▸ **Task requirements**
As the answer, give a copy of each line below that includes the word "roads".

(Collected data entries)

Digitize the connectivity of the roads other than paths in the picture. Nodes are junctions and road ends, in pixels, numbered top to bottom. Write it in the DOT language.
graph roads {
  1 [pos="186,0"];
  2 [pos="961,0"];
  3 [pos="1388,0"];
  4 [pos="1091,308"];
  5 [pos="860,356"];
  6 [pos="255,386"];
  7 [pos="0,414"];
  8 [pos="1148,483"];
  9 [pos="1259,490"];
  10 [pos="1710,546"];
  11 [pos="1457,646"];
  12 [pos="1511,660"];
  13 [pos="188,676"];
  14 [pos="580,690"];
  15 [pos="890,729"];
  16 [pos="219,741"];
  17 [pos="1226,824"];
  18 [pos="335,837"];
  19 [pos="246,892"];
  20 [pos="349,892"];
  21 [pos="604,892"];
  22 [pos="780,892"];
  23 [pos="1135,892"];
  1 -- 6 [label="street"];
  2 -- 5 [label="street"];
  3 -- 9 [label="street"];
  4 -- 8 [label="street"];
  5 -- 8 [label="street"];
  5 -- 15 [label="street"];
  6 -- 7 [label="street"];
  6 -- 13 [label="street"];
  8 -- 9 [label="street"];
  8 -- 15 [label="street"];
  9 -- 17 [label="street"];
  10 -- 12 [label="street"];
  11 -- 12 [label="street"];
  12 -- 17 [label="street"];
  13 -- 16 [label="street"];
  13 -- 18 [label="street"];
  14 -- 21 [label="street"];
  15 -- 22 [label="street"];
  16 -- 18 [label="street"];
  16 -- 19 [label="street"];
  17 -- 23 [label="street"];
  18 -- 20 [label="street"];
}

▸ **Answer**
Digitize the connectivity of the roads other than paths in the picture. Nodes are junctions and road ends, in pixels, numbered top to bottom. Write it in the DOT language.
graph roads {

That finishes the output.